== Provided material ==
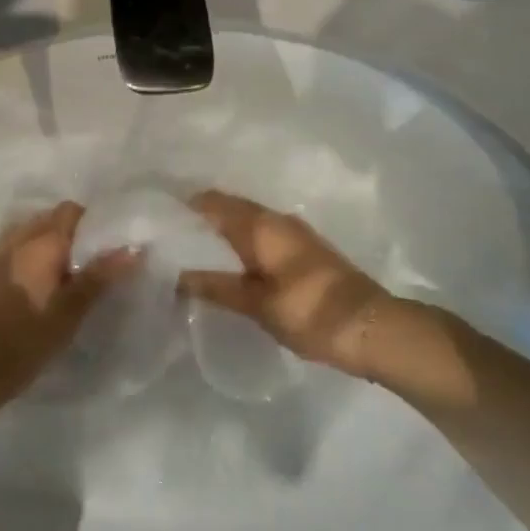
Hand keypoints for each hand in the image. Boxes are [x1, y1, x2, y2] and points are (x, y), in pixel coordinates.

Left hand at [0, 202, 134, 416]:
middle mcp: (15, 241)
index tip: (100, 241)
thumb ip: (100, 276)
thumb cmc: (29, 338)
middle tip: (79, 258)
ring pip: (14, 234)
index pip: (69, 211)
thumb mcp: (72, 311)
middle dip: (61, 231)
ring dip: (30, 241)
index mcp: (43, 243)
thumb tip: (133, 247)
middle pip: (42, 220)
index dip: (87, 221)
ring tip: (46, 264)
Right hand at [179, 191, 415, 378]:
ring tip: (190, 253)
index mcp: (259, 225)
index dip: (183, 207)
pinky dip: (239, 244)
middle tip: (168, 239)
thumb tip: (174, 274)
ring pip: (245, 222)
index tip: (157, 220)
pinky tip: (227, 264)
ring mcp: (293, 233)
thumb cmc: (310, 312)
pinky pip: (260, 236)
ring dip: (220, 233)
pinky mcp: (304, 250)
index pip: (211, 202)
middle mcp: (275, 219)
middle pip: (228, 209)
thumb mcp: (256, 304)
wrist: (372, 328)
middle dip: (199, 220)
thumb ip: (214, 286)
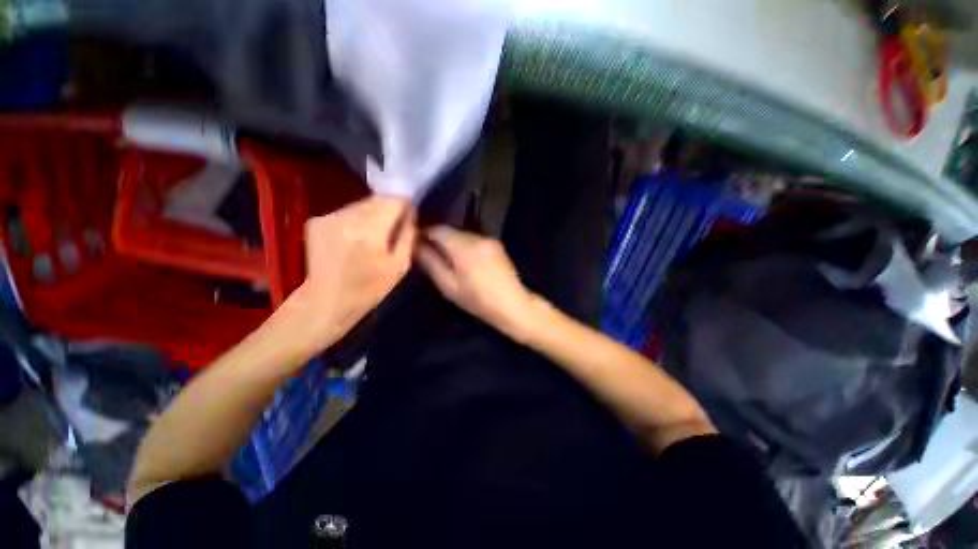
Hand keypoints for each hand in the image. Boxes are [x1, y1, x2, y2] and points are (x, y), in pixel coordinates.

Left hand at [278, 196, 415, 353]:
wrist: (326, 301)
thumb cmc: (369, 288)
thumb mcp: (400, 266)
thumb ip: (408, 235)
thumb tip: (411, 212)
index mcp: (370, 231)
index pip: (393, 201)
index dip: (405, 205)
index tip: (410, 215)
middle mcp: (346, 217)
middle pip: (377, 199)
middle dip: (389, 209)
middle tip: (394, 228)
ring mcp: (328, 217)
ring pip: (362, 204)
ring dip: (373, 213)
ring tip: (375, 235)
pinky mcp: (317, 220)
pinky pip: (347, 211)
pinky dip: (357, 219)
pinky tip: (356, 237)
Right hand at [416, 226, 536, 337]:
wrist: (513, 305)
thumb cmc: (478, 300)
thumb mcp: (448, 285)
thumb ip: (430, 262)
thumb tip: (415, 246)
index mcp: (464, 246)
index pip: (438, 230)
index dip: (424, 234)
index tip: (415, 244)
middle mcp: (477, 237)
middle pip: (451, 231)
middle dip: (438, 240)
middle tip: (430, 255)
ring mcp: (489, 239)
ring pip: (463, 236)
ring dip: (453, 243)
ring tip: (448, 260)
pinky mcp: (497, 245)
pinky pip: (474, 240)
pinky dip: (465, 246)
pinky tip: (465, 261)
===
• _Task goal_: Within these entries, output exactly the lines starting at the one with "index pip: (211, 202)" and finishing at the one with "thumb mcp: (400, 266)". Leave pictures out of the output.

• _Result_:
index pip: (211, 202)
middle mcp: (275, 219)
middle pip: (228, 209)
thumb mcp: (256, 304)
wrist: (372, 328)
middle dip: (199, 220)
thumb ip: (214, 286)
Hand keypoints for each hand in the image. Boxes are [x1, y1, x2, y2] and points are (x, y), in pixel coordinates.

Left hand at [278, 196, 415, 353]:
wrist: (326, 301)
thumb cmc: (369, 288)
thumb mcp: (400, 266)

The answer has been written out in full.